TASK STATEMENT
Search the listing below for the word "than" and copy each line where it appears.

DATA

--------------------------------------------------

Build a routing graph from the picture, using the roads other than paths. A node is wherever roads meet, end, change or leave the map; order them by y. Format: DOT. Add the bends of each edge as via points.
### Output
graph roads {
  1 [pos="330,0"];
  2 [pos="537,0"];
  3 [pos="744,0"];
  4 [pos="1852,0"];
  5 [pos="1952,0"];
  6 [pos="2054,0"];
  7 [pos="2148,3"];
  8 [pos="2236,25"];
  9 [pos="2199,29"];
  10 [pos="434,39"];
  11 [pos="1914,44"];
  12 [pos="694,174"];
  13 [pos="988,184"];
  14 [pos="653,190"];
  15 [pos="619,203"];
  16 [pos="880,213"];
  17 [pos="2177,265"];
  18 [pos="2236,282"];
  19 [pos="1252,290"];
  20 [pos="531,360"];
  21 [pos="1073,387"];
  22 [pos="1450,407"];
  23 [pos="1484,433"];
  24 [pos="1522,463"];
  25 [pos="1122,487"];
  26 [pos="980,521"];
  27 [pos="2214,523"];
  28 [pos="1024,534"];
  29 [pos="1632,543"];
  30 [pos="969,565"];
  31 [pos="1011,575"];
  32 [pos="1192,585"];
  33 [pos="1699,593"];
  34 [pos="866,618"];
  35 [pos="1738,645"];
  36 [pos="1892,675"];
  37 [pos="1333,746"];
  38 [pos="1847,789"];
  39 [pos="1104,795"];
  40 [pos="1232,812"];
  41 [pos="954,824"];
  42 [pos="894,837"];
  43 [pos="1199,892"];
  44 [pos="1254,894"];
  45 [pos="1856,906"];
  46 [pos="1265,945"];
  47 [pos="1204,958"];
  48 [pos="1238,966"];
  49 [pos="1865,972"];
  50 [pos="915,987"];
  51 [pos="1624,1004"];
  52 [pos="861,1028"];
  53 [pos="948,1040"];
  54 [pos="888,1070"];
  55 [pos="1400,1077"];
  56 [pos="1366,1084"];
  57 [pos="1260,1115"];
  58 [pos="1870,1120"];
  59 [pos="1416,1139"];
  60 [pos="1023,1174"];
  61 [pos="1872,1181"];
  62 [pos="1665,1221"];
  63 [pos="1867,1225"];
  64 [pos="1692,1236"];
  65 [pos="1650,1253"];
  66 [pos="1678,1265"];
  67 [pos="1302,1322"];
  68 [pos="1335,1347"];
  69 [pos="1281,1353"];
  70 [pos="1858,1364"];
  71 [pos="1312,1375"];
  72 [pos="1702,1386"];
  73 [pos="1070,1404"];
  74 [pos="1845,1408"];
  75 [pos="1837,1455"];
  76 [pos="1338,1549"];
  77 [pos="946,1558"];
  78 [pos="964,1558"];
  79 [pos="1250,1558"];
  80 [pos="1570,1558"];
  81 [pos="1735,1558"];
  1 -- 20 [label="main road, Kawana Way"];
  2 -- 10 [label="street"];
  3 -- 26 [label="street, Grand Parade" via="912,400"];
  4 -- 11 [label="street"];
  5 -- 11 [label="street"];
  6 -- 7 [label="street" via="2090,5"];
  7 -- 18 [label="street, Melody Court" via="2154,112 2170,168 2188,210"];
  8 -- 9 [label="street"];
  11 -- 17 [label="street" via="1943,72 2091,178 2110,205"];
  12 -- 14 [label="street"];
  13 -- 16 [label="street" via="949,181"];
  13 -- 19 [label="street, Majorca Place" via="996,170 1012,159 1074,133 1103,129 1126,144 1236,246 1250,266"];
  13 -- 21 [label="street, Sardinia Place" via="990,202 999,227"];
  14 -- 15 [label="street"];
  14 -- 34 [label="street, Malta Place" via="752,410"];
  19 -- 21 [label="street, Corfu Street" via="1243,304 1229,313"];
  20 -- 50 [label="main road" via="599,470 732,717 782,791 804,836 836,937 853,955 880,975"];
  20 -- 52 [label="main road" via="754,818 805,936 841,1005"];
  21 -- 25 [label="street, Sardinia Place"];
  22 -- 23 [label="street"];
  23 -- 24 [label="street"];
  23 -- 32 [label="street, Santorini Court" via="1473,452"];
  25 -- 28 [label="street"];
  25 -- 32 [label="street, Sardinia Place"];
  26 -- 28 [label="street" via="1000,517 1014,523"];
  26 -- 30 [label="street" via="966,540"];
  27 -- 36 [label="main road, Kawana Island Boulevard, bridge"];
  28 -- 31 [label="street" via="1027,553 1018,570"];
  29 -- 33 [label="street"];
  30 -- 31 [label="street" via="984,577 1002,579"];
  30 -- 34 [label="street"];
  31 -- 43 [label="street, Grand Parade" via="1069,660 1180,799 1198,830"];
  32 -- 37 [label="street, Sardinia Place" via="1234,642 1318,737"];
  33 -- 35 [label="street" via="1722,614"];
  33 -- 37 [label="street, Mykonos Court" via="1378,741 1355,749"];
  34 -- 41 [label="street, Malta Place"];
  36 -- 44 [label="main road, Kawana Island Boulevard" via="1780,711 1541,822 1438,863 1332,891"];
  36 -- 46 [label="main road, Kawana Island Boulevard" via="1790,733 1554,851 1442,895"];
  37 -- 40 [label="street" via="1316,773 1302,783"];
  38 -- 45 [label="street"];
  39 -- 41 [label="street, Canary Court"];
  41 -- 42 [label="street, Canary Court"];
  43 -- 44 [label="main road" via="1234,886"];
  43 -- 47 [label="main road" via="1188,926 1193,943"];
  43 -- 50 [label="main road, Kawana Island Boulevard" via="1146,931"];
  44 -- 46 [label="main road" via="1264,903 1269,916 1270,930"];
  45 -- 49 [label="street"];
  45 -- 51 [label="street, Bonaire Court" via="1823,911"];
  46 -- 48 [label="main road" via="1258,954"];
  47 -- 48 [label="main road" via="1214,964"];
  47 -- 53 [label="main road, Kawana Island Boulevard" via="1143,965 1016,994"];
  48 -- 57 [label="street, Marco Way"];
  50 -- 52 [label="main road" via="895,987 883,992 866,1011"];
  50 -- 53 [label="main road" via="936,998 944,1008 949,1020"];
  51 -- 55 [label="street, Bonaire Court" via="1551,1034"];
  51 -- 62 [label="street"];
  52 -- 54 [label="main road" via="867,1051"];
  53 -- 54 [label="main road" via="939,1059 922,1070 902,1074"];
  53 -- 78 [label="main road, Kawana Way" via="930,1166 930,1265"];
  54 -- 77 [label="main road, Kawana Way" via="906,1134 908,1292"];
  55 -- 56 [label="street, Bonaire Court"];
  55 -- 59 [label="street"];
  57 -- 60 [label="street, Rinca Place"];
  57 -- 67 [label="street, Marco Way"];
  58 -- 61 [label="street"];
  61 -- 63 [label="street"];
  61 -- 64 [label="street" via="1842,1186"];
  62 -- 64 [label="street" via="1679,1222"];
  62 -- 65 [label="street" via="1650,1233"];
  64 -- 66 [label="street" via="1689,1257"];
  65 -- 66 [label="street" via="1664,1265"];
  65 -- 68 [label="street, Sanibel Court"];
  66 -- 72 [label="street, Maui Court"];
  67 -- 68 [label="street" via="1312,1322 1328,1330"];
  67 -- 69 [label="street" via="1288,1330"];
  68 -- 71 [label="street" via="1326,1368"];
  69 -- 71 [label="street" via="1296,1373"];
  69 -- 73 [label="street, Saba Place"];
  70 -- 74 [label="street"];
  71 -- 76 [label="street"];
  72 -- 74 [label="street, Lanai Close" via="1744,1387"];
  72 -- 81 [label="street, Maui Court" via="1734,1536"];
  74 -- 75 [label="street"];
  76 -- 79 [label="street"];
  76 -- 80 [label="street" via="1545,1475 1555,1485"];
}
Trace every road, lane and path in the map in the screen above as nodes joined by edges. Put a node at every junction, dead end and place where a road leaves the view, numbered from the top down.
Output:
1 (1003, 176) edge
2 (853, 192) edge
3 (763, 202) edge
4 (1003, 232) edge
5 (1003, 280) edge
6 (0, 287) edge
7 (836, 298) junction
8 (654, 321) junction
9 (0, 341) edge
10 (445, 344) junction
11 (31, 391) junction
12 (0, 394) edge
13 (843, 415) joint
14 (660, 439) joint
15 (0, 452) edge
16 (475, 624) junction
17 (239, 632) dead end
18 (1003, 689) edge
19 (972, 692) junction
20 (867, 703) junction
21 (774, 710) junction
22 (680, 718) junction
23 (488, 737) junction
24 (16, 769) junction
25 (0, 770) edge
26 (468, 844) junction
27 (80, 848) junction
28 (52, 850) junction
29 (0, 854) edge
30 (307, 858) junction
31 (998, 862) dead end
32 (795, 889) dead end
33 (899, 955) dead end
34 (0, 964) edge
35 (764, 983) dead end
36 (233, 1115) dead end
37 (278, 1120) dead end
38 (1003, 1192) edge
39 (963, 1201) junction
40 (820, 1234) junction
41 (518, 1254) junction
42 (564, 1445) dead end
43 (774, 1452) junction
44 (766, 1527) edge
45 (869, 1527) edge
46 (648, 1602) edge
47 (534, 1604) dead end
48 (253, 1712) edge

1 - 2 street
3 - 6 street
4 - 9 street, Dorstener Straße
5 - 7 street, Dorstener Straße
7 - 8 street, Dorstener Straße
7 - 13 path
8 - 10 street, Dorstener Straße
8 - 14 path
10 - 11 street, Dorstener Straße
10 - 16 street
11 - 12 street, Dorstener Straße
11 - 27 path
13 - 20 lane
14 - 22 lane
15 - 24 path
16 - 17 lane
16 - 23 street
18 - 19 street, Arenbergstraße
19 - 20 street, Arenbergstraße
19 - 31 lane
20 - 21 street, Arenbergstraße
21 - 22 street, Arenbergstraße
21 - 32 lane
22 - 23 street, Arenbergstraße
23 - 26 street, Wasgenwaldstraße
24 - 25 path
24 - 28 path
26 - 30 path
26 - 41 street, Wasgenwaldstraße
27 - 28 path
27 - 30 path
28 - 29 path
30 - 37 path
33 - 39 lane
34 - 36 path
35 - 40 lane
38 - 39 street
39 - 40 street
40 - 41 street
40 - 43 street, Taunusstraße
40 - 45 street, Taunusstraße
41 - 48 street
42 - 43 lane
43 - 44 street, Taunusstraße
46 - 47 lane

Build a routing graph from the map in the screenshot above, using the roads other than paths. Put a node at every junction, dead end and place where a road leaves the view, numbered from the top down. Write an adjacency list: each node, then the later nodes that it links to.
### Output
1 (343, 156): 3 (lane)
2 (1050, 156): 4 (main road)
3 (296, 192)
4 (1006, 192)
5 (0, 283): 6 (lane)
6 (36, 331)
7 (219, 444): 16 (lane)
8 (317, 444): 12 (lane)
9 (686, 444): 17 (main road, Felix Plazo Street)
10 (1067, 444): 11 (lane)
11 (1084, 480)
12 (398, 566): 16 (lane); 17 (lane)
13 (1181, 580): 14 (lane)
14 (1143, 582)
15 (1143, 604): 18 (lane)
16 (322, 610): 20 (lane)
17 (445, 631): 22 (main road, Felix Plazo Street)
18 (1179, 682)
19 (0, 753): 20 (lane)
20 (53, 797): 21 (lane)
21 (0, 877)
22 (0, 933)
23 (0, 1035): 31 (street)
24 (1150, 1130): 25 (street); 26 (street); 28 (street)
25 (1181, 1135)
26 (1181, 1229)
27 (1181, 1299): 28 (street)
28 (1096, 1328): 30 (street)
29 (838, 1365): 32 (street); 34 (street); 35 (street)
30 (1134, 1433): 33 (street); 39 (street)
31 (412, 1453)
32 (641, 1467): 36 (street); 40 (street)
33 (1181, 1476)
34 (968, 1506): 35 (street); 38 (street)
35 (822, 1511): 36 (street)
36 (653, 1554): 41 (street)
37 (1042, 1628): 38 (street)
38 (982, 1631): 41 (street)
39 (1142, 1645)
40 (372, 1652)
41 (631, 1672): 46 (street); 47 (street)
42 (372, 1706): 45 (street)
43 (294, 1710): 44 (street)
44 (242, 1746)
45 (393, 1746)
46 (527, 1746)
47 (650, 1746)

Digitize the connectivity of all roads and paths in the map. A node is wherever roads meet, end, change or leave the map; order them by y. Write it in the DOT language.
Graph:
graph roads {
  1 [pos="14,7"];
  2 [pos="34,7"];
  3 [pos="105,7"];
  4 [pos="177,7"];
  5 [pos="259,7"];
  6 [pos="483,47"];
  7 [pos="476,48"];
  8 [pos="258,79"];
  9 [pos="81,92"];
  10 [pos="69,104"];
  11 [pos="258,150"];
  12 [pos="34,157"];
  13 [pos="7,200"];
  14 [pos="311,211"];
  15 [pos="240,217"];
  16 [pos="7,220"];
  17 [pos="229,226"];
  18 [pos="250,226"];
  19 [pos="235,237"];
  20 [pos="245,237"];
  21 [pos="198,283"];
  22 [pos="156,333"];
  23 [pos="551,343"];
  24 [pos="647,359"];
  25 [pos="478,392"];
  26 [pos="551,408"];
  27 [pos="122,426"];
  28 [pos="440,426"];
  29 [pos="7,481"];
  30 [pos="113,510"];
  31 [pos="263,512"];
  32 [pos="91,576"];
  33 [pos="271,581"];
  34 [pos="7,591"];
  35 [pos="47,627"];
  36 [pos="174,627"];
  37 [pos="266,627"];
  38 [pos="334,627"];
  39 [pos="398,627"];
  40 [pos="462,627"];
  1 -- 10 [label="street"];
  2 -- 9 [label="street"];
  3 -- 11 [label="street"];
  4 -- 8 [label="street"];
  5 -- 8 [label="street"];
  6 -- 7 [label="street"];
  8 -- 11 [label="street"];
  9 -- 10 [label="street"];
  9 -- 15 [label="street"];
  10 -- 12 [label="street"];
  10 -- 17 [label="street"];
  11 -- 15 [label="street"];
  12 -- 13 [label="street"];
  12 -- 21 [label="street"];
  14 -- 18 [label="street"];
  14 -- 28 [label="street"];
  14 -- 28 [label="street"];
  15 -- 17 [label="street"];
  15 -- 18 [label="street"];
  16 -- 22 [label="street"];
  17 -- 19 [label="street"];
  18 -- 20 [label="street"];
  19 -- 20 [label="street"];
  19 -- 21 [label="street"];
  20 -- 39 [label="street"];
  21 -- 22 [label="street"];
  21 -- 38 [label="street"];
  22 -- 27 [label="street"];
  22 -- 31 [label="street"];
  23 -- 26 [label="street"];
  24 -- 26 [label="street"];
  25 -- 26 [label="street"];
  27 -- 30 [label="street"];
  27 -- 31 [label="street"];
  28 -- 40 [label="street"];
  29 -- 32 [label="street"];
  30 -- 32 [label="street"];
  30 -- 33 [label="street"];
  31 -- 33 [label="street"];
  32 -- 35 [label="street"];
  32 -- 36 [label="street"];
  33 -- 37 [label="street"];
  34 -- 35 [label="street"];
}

--------------------------------------------------

FINISHED EXERCISE
Build a routing graph from the picture, using the roads other than paths. A node is wherever roads meet, end, change or leave the map; order them by y. Format: DOT. Add the bends of each edge as via points.
Build a routing graph from the map in the screenshot above, using the roads other than paths. Put a node at every junction, dead end and place where a road leaves the view, numbered from the top down. Write an adjacency list: each node, then the later nodes that it links to.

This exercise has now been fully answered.